§ **Your instructions**
Report every line of the records beneath this task that holds the string "dead".

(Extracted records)

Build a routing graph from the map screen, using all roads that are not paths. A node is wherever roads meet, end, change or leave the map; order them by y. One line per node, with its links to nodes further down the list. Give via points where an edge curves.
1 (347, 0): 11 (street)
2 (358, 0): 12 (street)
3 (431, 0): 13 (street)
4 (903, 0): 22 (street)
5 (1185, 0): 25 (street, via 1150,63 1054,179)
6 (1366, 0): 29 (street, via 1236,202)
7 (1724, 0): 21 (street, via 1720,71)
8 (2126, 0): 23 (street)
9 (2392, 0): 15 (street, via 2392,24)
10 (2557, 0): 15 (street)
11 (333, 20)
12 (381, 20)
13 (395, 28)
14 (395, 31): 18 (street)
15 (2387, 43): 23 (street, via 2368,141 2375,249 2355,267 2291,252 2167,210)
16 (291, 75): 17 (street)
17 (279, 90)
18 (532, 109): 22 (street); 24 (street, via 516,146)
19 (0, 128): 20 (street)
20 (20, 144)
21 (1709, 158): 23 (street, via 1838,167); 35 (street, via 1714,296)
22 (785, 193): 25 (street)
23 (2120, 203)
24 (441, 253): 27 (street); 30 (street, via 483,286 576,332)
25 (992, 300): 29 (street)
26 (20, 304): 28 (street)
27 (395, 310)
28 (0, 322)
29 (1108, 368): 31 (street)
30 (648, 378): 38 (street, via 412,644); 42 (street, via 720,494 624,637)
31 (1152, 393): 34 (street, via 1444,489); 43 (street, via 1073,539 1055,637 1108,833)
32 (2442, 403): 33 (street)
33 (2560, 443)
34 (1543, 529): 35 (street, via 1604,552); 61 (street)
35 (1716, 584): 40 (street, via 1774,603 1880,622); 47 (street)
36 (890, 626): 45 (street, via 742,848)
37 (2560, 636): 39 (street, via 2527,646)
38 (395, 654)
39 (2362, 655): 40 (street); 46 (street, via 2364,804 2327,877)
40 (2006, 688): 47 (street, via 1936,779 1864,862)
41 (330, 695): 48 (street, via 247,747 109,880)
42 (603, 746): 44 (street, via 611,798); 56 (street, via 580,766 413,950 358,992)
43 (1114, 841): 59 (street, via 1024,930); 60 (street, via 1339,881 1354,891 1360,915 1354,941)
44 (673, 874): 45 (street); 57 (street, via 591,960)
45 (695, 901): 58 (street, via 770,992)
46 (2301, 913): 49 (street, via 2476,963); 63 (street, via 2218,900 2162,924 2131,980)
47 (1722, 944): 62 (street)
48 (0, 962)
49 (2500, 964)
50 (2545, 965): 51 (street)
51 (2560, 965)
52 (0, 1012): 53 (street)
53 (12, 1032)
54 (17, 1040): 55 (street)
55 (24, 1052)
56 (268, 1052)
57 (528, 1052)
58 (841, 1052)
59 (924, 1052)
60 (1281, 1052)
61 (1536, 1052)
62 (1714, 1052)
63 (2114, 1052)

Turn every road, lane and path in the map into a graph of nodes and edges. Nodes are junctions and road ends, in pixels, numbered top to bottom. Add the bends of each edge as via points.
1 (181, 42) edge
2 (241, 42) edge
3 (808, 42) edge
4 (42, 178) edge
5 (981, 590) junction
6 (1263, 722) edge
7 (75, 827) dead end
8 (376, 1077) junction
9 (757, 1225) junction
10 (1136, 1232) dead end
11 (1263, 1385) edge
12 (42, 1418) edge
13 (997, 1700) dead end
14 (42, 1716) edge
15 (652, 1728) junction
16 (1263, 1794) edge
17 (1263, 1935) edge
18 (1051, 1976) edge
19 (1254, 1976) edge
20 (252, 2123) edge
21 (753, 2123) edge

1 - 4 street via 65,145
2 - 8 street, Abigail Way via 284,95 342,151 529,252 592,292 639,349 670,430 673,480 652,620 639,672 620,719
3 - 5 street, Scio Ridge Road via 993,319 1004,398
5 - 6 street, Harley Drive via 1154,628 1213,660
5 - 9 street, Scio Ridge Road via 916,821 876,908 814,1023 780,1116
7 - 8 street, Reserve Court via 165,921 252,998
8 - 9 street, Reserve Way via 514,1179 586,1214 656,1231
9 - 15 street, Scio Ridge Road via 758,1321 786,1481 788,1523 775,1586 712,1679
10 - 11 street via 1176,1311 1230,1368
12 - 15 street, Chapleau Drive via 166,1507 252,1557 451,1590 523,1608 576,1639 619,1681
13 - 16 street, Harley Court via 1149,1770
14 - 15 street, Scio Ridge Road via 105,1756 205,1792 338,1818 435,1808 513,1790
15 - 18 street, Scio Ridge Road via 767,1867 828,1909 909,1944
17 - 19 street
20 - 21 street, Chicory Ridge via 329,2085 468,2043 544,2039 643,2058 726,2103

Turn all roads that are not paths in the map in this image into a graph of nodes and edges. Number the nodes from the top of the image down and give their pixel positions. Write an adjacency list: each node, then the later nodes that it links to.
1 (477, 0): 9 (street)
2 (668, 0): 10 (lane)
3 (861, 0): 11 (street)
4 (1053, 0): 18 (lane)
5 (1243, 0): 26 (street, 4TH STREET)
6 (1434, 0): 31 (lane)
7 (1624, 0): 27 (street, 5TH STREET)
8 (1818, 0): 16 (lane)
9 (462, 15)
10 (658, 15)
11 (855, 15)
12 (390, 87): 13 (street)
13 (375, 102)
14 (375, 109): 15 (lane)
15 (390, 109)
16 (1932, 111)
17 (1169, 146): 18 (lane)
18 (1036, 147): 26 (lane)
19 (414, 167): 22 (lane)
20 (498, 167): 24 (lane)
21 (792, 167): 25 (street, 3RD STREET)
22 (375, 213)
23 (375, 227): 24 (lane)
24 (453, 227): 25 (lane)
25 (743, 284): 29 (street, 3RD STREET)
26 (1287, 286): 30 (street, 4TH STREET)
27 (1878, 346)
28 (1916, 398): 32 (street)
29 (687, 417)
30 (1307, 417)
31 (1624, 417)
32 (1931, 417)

§ **Reply**
7 (75, 827) dead end
10 (1136, 1232) dead end
13 (997, 1700) dead end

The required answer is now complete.